The European Space Agency’s Sentinel-1 satellite, launched from French Guiana in April 3, 2014, should allow scientists to test this link in greater detail. Its satellite interferometric synthetic aperture radar – InSAR for short – is a spaceborne imaging technology that will help scientists understand how volcanoes work, according to study co-author and geophysicist Zhong Lu, Shuler-Foscue Chair of geophysics in SMU’s Roy M. Huffington Department of Earth Sciences, Dedman College.
Volcano deformation – especially uplift – is often considered to be caused by magma moving or pressurizing underground. Magma rising towards the surface could be a sign of an imminent eruption. On the other hand, many other factors influence volcano deformation, and even if magma is rising, it may stop short rather than erupting.
InSAR technology will eventually help scientists develop a forecast system for all volcanoes, including those that are remote and inaccessible. “InSAR will aid in the prediction of future eruptions,” Lu said. “At SMU, we are developing and applying this technique to track motions of volcanic activities, landslide movements, land subsidence and building stability, among other events.”

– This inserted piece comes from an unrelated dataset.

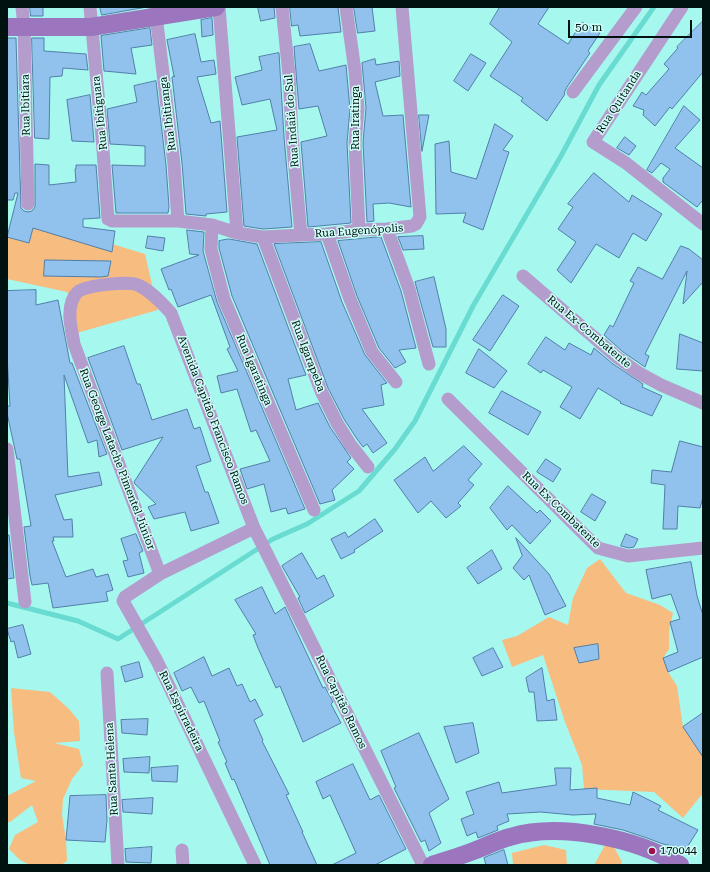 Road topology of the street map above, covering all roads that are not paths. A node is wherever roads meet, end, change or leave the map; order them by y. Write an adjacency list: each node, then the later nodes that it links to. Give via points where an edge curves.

Juliet Biggs of the University of Bristol in England led the study. Biggs looked at the archive of satellite data covering more than 500 volcanoes worldwide, many of which have been systematically observed for more than 18 years.
Satellite radar can provide high-resolution maps of deformation, allowing the detection of unrest at many volcanoes that might otherwise go unrecognized. Such satellite data is often the only source of information for remote or inaccessible volcanoes.

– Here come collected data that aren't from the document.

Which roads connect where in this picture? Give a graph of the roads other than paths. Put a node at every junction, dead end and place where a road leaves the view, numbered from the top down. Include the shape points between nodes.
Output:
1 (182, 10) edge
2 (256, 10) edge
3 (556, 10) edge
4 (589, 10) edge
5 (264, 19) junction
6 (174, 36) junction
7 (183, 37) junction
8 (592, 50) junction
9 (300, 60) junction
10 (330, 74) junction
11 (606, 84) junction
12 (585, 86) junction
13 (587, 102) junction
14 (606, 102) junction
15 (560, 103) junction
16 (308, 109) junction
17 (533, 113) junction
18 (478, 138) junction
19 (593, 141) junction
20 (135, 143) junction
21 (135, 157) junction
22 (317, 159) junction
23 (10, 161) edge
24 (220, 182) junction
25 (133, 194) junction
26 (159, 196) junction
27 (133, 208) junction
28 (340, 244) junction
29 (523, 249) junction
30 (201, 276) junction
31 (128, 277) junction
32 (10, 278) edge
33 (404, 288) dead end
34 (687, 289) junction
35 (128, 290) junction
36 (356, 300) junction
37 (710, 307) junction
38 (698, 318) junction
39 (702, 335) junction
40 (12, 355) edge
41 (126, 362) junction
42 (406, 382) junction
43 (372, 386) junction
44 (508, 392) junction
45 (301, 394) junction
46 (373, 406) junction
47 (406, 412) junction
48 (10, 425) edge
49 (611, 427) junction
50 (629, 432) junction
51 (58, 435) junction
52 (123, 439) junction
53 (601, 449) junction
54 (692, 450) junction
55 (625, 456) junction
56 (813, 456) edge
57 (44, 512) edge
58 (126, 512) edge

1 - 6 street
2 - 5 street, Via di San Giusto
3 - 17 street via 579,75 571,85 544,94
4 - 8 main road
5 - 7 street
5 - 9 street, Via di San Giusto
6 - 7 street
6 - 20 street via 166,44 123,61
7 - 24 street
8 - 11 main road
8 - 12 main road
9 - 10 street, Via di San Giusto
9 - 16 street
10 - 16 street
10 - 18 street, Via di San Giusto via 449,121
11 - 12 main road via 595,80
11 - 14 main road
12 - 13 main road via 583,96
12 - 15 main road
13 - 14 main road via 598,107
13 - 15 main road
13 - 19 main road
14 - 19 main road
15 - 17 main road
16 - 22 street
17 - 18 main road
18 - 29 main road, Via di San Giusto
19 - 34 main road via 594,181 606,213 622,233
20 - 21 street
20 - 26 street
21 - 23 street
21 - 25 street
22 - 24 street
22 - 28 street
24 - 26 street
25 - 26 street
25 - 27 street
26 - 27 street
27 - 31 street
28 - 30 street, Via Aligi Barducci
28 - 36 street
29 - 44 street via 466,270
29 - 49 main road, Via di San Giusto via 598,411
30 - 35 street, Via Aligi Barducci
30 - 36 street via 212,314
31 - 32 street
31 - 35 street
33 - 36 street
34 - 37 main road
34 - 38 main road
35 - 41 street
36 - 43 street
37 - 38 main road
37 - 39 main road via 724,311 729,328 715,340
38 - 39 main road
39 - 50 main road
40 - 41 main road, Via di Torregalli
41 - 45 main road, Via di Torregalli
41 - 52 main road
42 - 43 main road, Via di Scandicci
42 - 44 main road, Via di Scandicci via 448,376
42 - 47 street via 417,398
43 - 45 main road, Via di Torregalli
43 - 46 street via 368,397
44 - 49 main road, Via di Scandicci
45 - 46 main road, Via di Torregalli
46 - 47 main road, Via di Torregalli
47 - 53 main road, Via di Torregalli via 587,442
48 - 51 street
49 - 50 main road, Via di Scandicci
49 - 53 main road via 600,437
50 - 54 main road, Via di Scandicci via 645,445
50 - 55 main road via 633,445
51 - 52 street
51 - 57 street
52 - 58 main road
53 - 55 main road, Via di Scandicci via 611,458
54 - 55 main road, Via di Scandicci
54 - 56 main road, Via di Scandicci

The researchers, who included scientists from Cornell University and Oxford University, applied statistical methods more traditionally used for medical diagnostic testing and found that many deforming volcanoes also erupted (46 percent). Together with the very high proportion of non-deforming volcanoes that did not erupt (94 percent), these jointly represent a strong indicator of a volcano’s long-term eruptive potential.
“The findings suggest that satellite radar is the perfect tool to identify volcanic unrest on a regional or global scale and target ground-based monitoring,” Biggs said.